--- Try it ---
What you return must be the exact lines of the material below, from the first through the one that has "position:absolute; left:737px; top:256px;", with no pictures and, please, nothing else.

--- Provided data ---
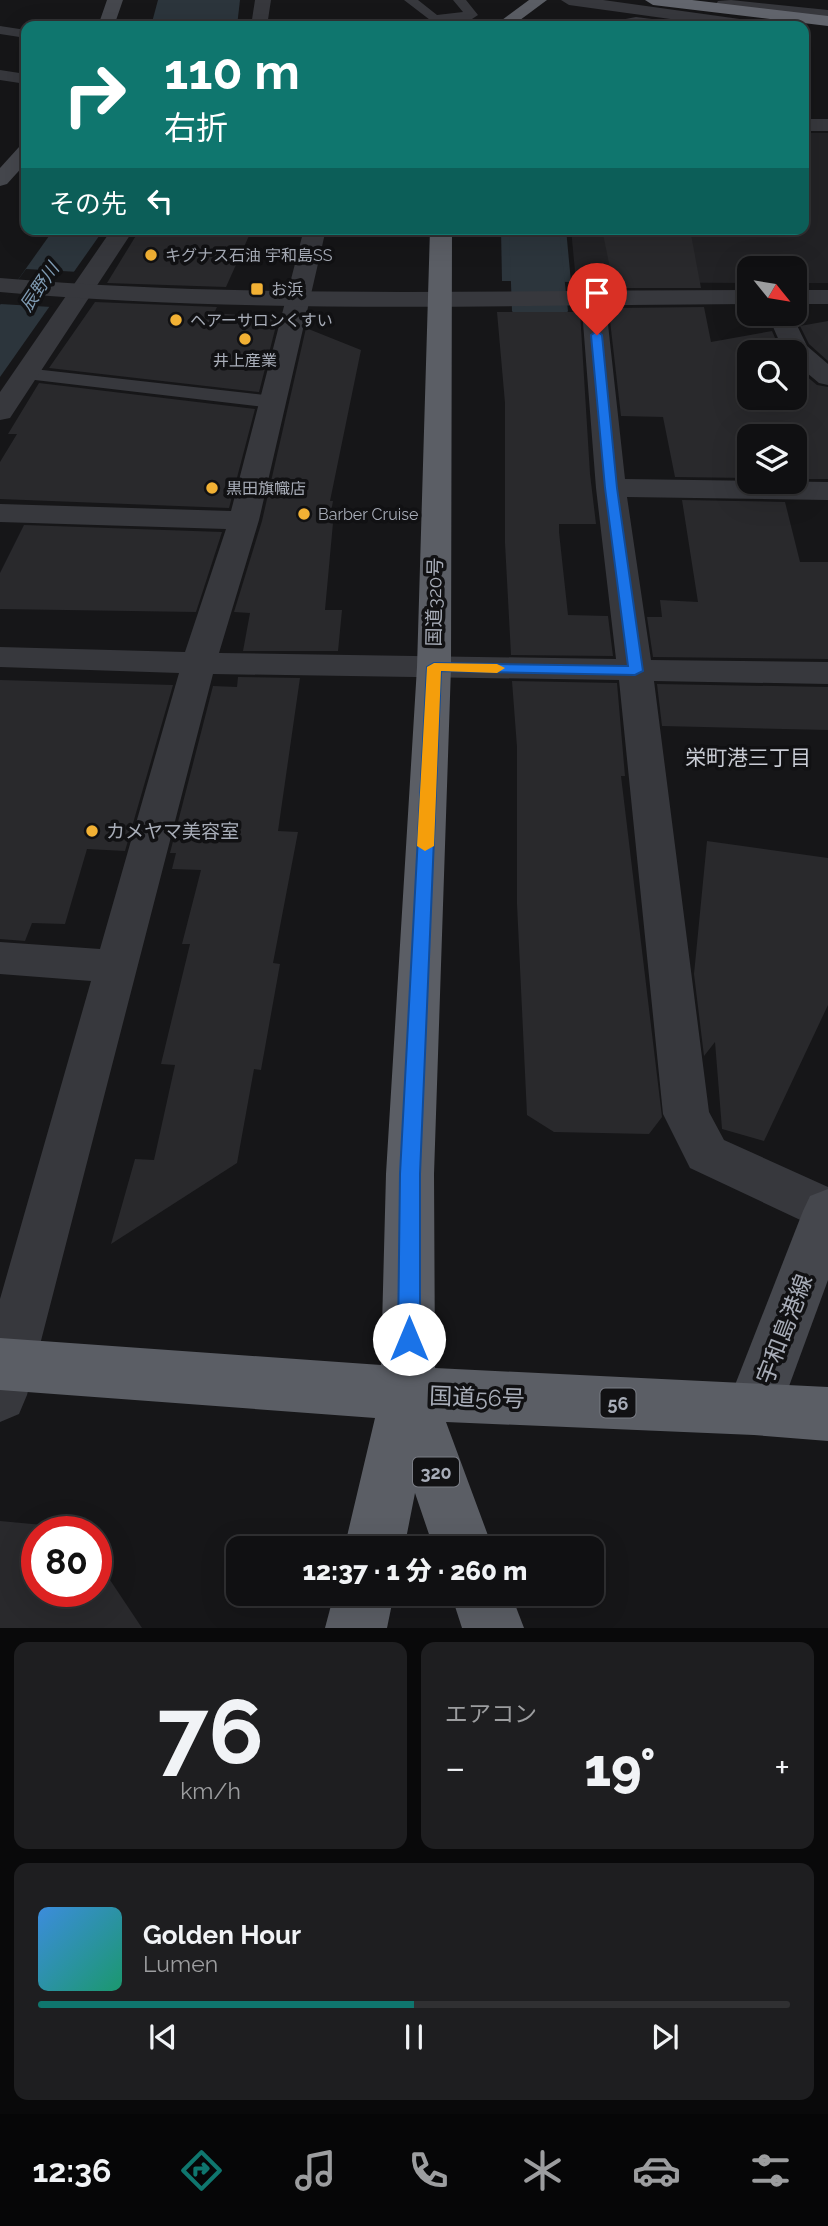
<!DOCTYPE html>
<html lang="ja">
<head>
<meta charset="utf-8">
<style>
  body { margin:0; font-family:Raleway,"Noto Sans JP",sans-serif; background:#1e1e20; color:#f1f3f6; height:100vh; display:flex; flex-direction:column; font-size:26px; white-space:nowrap }
  * { box-sizing:border-box; margin:0 }
  p { font-size:23px; color:#9c9d9f }
  .icon { flex:none; width:38px; height:38px; fill:none; stroke:currentColor; stroke-width:2; stroke-linecap:round; stroke-linejoin:round }
  .map { position:relative; height:1628px; overflow:hidden }
  .drawer { display:flex; flex-direction:column; gap:14px; padding:14px; background:#09090a; flex:1 }
  .drawer>* { flex:none }
  .banner { position:absolute; left:21px; top:21px; width:788px; height:214px; border-radius:14px; box-shadow:0 7px 28px #0002,0 0 0 2px #303032; background:#0f766e; color:#fff; overflow:hidden }
  .needle { width:46px; rotate:120deg }
  .buttons { position:absolute; left:737px; top:256px; display:grid; gap:14px }
  .buttons a { display:grid; place-items:center; width:70px; height:70px; border-radius:14px; background:#101012; box-shadow:0 7px 28px #0002,0 0 0 2px #303032; font-size:35px }
  .speed { position:absolute; left:21px; top:1516px; display:flex; gap:14px; font-size:35px; font-weight:700; text-align:center }
  .speed>* { display:grid; place-content:center; width:91px; height:91px; border-radius:50%; background:#101012; box-shadow:0 7px 28px #0002,0 0 0 2px #303032; line-height:1 }
  .speed .limit { border:10px solid #d22; background:#fff; color:#111 }
  .pin { position:absolute; display:grid; place-items:center; width:60px; height:60px; color:#fff; margin:-72px -30px; border-radius:50% 50% 50% 0; rotate:-45deg; box-shadow:0 0 7px #0007 }
  .pin .icon { rotate:45deg }
  .me { position:absolute; width:77px; margin:-38px; rotate:0deg; stroke-linejoin:round; filter:drop-shadow(0 0 5px #0008) }
  .turn { display:flex; align-items:center; gap:24px; height:147px; padding:0 28px; font-size:32px }
  .turn .icon { width:91px; height:91px; stroke-width:2.5 }
  .turn b { display:block; font-size:49px; line-height:60px }
  .then { display:flex; align-items:center; height:66px; padding:0 28px; background:#0003; gap:14px; font-size:26px }
  .big { font-size:52px; font-weight:800; line-height:1.1 }
  .drawer .tile { flex:1; display:flex; flex-direction:column; justify-content:center; gap:10px; min-width:0; padding:0 24px; border-radius:14px; background:#1e1e20 }
  .drawer .dial { align-items:center; gap:0 }
  .dial b { font-size:91px; line-height:1 }
  .song { display:flex; align-items:center; gap:21px }
  .cover { width:84px; height:84px; border-radius:10px; background:linear-gradient(135deg,hsl(210 70% 55%),hsl(160 70% 35%)) }
  .played { height:7px; border-radius:4px; background:linear-gradient(90deg,#0f766e 50%,#303032 50%) }
  .keys { display:flex; justify-content:space-around; direction:ltr }
  .heat { display:flex; justify-content:space-between; align-items:center; font-size:38px; direction:ltr }
  .drawer .tiles { flex:1; display:grid; gap:14px; grid-template-columns:1fr 1fr }
  .tile:last-child { grid-column:span 2 }
  .trip { position:absolute; left:226px; top:1536px; width:378px; height:70px; border-radius:14px; background:#101012; box-shadow:0 7px 28px #0002,0 0 0 2px #303032; font-weight:800; line-height:70px; text-align:center }
  .tabs { display:flex; height:112px; justify-content:space-around; align-items:center; background:#060607; color:#9c9d9f }
  .tabs .icon { width:49px; height:49px }
  .tabs .active { color:#0f766e }
  .tabs b { font-size:32px; color:#f1f3f6 }
  .map>svg:first-child { display:block }
</style>
</head>
<body>
<div class="map">
<svg width="828" height="1628" viewBox="0 0 828 1628">
  <rect width="100%" height="100%" fill="#161618"/>
  <path fill="#222225" d="M803 133H828V283H795L794 268H749V283L576 282 571 229H803Z"/>
  <g fill="#2c353c">
    <path d="M158 0H240L237 26H151Z"/>
    <path d="M54 229H104L0 377V305Z"/>
    <path d="M501 229H566L571 282 502 281Z"/>
  </g>
  <path fill="#161618" d="M26 269 79 272 52 307 0 304Z"/>
  <g fill="none" stroke-linecap="round" stroke-linejoin="round">
    <path fill="#2c353c" fill-rule="evenodd" d="M509 229H559L568 311 560 323 540 328 520 323 512 311Z"/>
  </g>
  <g fill="#29292c">
    <path d="M140 229H252L226 287 107 283Z"/>
    <path d="M602 229H690L701 288H614Z"/>
    <path d="M95 302 217 307 214 313 278 318 259 392 49 368Z"/>
    <path d="M704 307 711 342 772 331 781 352H749V397H794V366L817 385 828 387V479H794V436H749V478L675 477 663 417 621 416 609 312H619L618 308Z"/>
    <path d="M497 312H580L590 474 596 524H559V532L568 615 608 616 613 656 511 655 505 543V403Z"/>
    <path d="M828 321V361L809 344 800 326Z"/>
    <path d="M306 328 361 350 330 501H333L331 512H334L325 610H342L338 651H243L250 613 234 612 262 521Z"/>
    <path d="M39 383 255 409 229 508 0 499V462L17 434H8Z"/>
    <path d="M682 500 785 502 800 562H828V659L653 657 647 617H662L660 600 698 602Z"/>
    <path d="M24 525 222 532 196 612 0 609V573Z"/>
    <path d="M238 677 300 678 278 831 298 832 273 963 280 964 261 1070 254 1069 237 1163 111 1244 135 1159 154 1160 175 1065 161 1064 190 944H182L201 870 172 869 176 853H170L213 686 237 687Z"/>
    <path d="M0 680 173 685 125 851 87 849 65 924 32 923 25 941 0 939Z"/>
    <path d="M512 681 617 683 625 776H621L662 1117 649 1134 554 1132 527 1115 517 904V747Z"/>
    <path d="M657 684 828 687V730L662 726Z"/>
    <path d="M707 841 828 858V1005L764 1141 722 1129 715 1042 704 1056 694 974Z"/>
    <path d="M0 1521 75 1528 78 1531H37V1591H96V1559L142 1628H0Z"/>
  </g>
  <g fill="none" stroke-linecap="round" stroke-linejoin="round">
    <g fill="#37383d" fill-rule="evenodd">
      <path d="M404 0H418L437 15 463 12 453 0H466L478 15 472 19 434 23Z"/>
      <path d="M0 26 26 30V38L0 34Z"/>
      <path d="M25 368 273 396 283 402 273 408 18 378 15 374Z"/>
    </g>
    <g fill="#37383d" fill-rule="evenodd">
      <path d="M255 0H271L267 26H251Z"/>
      <path d="M636 17 668 21 676 26 613 24 615 21Z"/>
      <path d="M0 70 26 74V84L0 80Z"/>
      <path d="M112 229H134L10 418 0 420V392Z"/>
      <path d="M304 229H326L259 520 219 653 616 659 596 488 581 297 585 292H601L605 297 625 479 828 482V500L627 497 651 660 828 662V684L654 681 709 1112 724 1140 828 1187V1233L690 1168 663 1114 619 680 213 674 27 1395 19 1414 0 1422V1299L91 981 0 974V942L100 949 179 673 0 667V647L185 652 226 529 0 522V504L231 511Z"/>
      <path d="M767 313H791L807 346 828 364V385L819 383 794 362V352H784Z"/>
    </g>
    <g fill="#37383d" fill-rule="evenodd">
      <path d="M561 0H603L754 21 762 26H721L569 5Z"/>
      <path d="M731 0 828 10V20L724 9 716 4 718 1Z"/>
      <rect x="803" y="119" width="25" height="12"/>
      <path d="M0 278C249 299 500 290 749 290V304C500 305 249 314 0 292Z"/>
      <rect x="794" y="290" width="34" height="14"/>
    </g>
    <g fill="#45474d" fill-rule="evenodd">
      <path d="M107 0H123L114 26H98Z"/>
      <path d="M26 145V163L7 184 0 186V168L19 147Z"/>
      <path d="M828 1189V1280L774 1427 754 1435 734 1427 726 1408 803 1211 810 1196Z"/>
    </g>
    <g fill="#5b5e65" fill-rule="evenodd">
      <path d="M529 0H547L512 26H494Z"/>
      <path d="M430 229H452L451 667 434 1174 435 1368 828 1387V1441L754 1435 446 1422 493 1549H434L415 1493 404 1549H344L375 1418 0 1390V1338L381 1365 386 1174 417 667Z"/>
      <path d="M334 1594H394L387 1628H325Z"/>
      <path d="M451 1594H511L524 1628H462Z"/>
    </g>
    <path fill="#63666e" fill-rule="evenodd" d="M645 0H692L828 16V26L653 5Z"/>
  </g>
  <path fill="#1a73e8" stroke="#114b97" stroke-width="2" d="M597 331 602 335 617 488 643 671 635 675 441 671 420 1174V1339L416 1347 409 1350 401 1347 398 1339 400 1174 427 667 434 663 628 666 605 488 591 335Z"/>
  <path fill="#f59e0b" d="M434 663 497 664 505 668 497 673 441 671 434 846 425 851 417 846 427 667Z"/>
  <g fill="#f2b134" stroke="#111113" stroke-width="2.5">
    <circle cx="151" cy="255" r="7"/>
    <rect x="250" y="282" width="14" height="14" rx="3.5"/>
    <circle cx="176" cy="320" r="7"/>
    <circle cx="245" cy="339" r="7"/>
    <circle cx="212" cy="488" r="7"/>
    <circle cx="304" cy="514" r="7"/>
    <circle cx="92" cy="831" r="7"/>
  </g>
  <g text-anchor="middle" dominant-baseline="central" stroke-width="7" stroke-linejoin="round" paint-order="stroke">
    <g font-size="16" fill="#a8adb8" stroke="#111113" text-anchor="start">
      <text x="165" y="255">キグナス石油 宇和島SS</text>
      <text x="271" y="289">お浜</text>
      <text x="190" y="320">ヘアーサロンくすい</text>
      <text x="245" y="360" text-anchor="middle">井上産業</text>
      <text x="226" y="488">黒田旗幟店</text>
      <text x="318" y="514">Barber Cruise</text>
    </g>
    <g font-size="18" font-style="italic" fill="#7f9bb3" stroke="#111113">
      <text transform="translate(39 287) rotate(-56)">辰野川</text>
    </g>
    <g fill="#111113" stroke="#7b7e86" stroke-width="2">
      <rect x="600.5" y="1388.5" width="35" height="29" rx="5"/>
      <rect x="413" y="1457.5" width="46" height="29" rx="5"/>
    </g>
    <g font-size="18" font-weight="bold" fill="#a8adb8">
      <text x="618" y="1403">56</text>
      <text x="436" y="1472">320</text>
    </g>
    <g font-size="19" fill="#a8adb8" stroke="#111113">
      <text transform="translate(434 602) rotate(-89)">国道320号</text>
    </g>
    <g font-size="19" fill="#a8adb8" stroke="#111113" text-anchor="start">
      <text x="106" y="831">カメヤマ美容室</text>
    </g>
    <g font-size="21" fill="#c9ccd4" stroke="#111113">
      <text x="748" y="757">栄町港三丁目</text>
    </g>
    <g font-size="23" fill="#a8adb8" stroke="#111113">
      <text transform="translate(784 1329) rotate(-69)">宇和島港線</text>
      <text transform="translate(477 1397) rotate(2)">国道56号</text>
    </g>
  </g>
</svg>
<div class="buttons">
<a><svg class="needle" viewBox="-14 -14 28 28"><path d="M0-13l5 13h-10z" fill="#e53935"/><path d="M0 13l5-13h-10z" fill="#9c9d9f"/></svg></a>
<a><svg class="icon" aria-label="search" viewBox="0 0 24 24"><circle cx="10" cy="10" r="6"/><path d="M15 15l6 6"/></svg></a>
<a><svg class="icon" aria-label="layers" viewBox="0 0 24 24"><path d="M12 4l9 5-9 5-9-5zM3 14l9 5 9-5"/></svg></a>
</div>
<div class="speed"><div class="limit">80</div></div>
<div class="pin" style="left:597px;top:335px;background:#d93025"><svg class="icon" aria-label="arrive" viewBox="0 0 24 24"><path d="M6 21V4h12l-3 4 3 4H6"/></svg></div>
<svg class="me" style="left:409px;top:1339px" viewBox="-20 -20 40 40"><circle r="19" fill="#fff"/><path d="M0-13L10 11 0 6-10 11z" fill="#1a73e8"/></svg>
<div class="trip">12:37 · 1 分 · 260 m</div>
<div class="banner">
<div class="turn"><svg class="icon" aria-label="right" viewBox="0 0 24 24"><path d="M7 20v-9h11M14 6l5 5-5 5"/></svg><div><b>110 m</b>右折</div></div>
<div class="then">その先<svg class="icon" aria-label="left" viewBox="0 0 24 24"><path d="M17 20v-9H6M10 6l-5 5 5 5"/></svg></div>
</div>
</div>
<section class="drawer">
<div class="tiles">
<div class="tile dial"><b>76</b><p>km/h</p></div>
<div class="tile"><p>エアコン</p>
<div class="heat"><a>−</a><b class="big">19°</b><a>+</a></div>
</div>
<div class="tile">
<div class="song"><i class="cover"></i><div><b>Golden Hour</b><p>Lumen</p></div></div>
<div class="played"></div>
<div class="keys"><svg class="icon" aria-label="previous" viewBox="0 0 24 24"><path d="M18 5L8 12l10 7zM5 5v14"/></svg><svg class="icon" aria-label="pause" viewBox="0 0 24 24"><path d="M8 5v14M16 5v14"/></svg><svg class="icon" aria-label="next" viewBox="0 0 24 24"><path d="M6 5l10 7-10 7zM19 5v14"/></svg></div>
</div>
</div>
</section>
<nav class="tabs">
<b>12:36</b>
<svg class="icon active" aria-label="directions" viewBox="0 0 24 24"><path d="M12 3l9 9-9 9-9-9zM9 14v-3h6M13 9l2 2-2 2"/></svg>
<svg class="icon" aria-label="music" viewBox="0 0 24 24"><path d="M9 18V5l10-2v13"/><circle cx="6" cy="18" r="3"/><circle cx="16" cy="16" r="3"/></svg>
<svg class="icon" aria-label="phone" viewBox="0 0 24 24"><path d="M5 4h4l2 5-3 2q2 4 5 5l2-3 5 2v4C11 20 4 13 5 4z"/></svg>
<svg class="icon" aria-label="climate" viewBox="0 0 24 24"><path d="M12 3v18M4 7l16 10M4 17L20 7"/></svg>
<svg class="icon" aria-label="car" viewBox="0 0 24 24"><path d="M5 17H2v-5l4-1 3-4h7l3 4 3 1v5h-3M9 17h6M6 11h13"/><circle cx="7" cy="17" r="2"/><circle cx="17" cy="17" r="2"/></svg>
<svg class="icon" aria-label="filters" viewBox="0 0 24 24"><path d="M4 7h16M4 17h16"/><circle cx="9" cy="7" r="2"/><circle cx="15" cy="17" r="2"/></svg>
</nav>
</body>
</html>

--- Exercise output ---
<!DOCTYPE html>
<html lang="ja">
<head>
<meta charset="utf-8">
<style>
  body { margin:0; font-family:Raleway,"Noto Sans JP",sans-serif; background:#1e1e20; color:#f1f3f6; height:100vh; display:flex; flex-direction:column; font-size:26px; white-space:nowrap }
  * { box-sizing:border-box; margin:0 }
  p { font-size:23px; color:#9c9d9f }
  .icon { flex:none; width:38px; height:38px; fill:none; stroke:currentColor; stroke-width:2; stroke-linecap:round; stroke-linejoin:round }
  .map { position:relative; height:1628px; overflow:hidden }
  .drawer { display:flex; flex-direction:column; gap:14px; padding:14px; background:#09090a; flex:1 }
  .drawer>* { flex:none }
  .banner { position:absolute; left:21px; top:21px; width:788px; height:214px; border-radius:14px; box-shadow:0 7px 28px #0002,0 0 0 2px #303032; background:#0f766e; color:#fff; overflow:hidden }
  .needle { width:46px; rotate:120deg }
  .buttons { position:absolute; left:737px; top:256px; display:grid; gap:14px }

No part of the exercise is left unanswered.